Yeah, it's basically six months for the vast majority. So when you look at the chart reviews or anything else, within six months, these patients sort themselves out one way or the other. So that's, that makes it... That's pretty easy.

Leland Gershell
Managing Director, Oppenheimer

Yeah. And then with respect to using an FcRn such as yours, you know, obviously, it would be the holy grail to get them off those drugs, given their limitations. But in sort of the scenario where you have dose reductions, how do you see 1402's opportunity in this scenario, where they would use 1402 and then still have to remain on some level of oral?

Pete Salzmann
CEO, Immunovant

Yeah, I'll just super quickly because we're getting close to the end of time here. But you know, the number one need for patients and physicians is to become euthyroid.
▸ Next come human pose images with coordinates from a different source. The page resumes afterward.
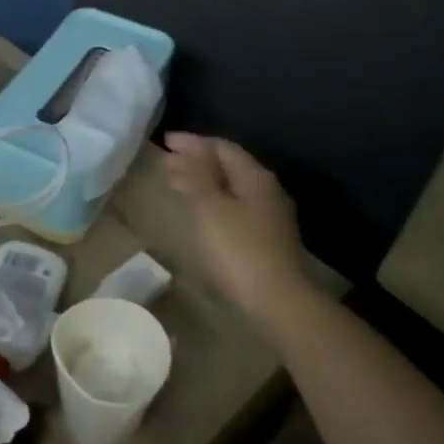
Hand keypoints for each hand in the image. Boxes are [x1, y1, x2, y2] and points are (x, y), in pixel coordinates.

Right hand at [163, 133, 306, 317]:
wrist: (277, 301)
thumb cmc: (238, 250)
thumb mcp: (209, 208)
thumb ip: (193, 177)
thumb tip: (179, 154)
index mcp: (255, 177)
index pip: (222, 147)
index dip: (192, 142)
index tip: (166, 141)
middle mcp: (266, 190)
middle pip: (230, 165)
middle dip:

It's a really, really, really nice icing on the cake to also get off your ATD. So the patients who become euthyroid and need to maintain a small amount of ATD, that's - they're still getting a benefit, but the ones who get totally off ATD, they're the ones who are getting the home run. So thanks for those questions, Leland.

Operator

All right, this concludes our Q&A session. I'll turn it back to you, Pete, for some closing remarks.

Pete Salzmann
CEO, Immunovant

Yeah, thanks, Tara. So I think we've covered a ton of ground today. This is a very exciting opportunity. Frankly, first and foremost, for patients who today don't have a good option, and secondly, for Immunovant, given the information we shared about the character of the unmet need and the promising emerging profile of IMVT-1402, to have a potentially best-in-class and first-in-class offering here in Graves' disease. So thanks, everyone, for your time today.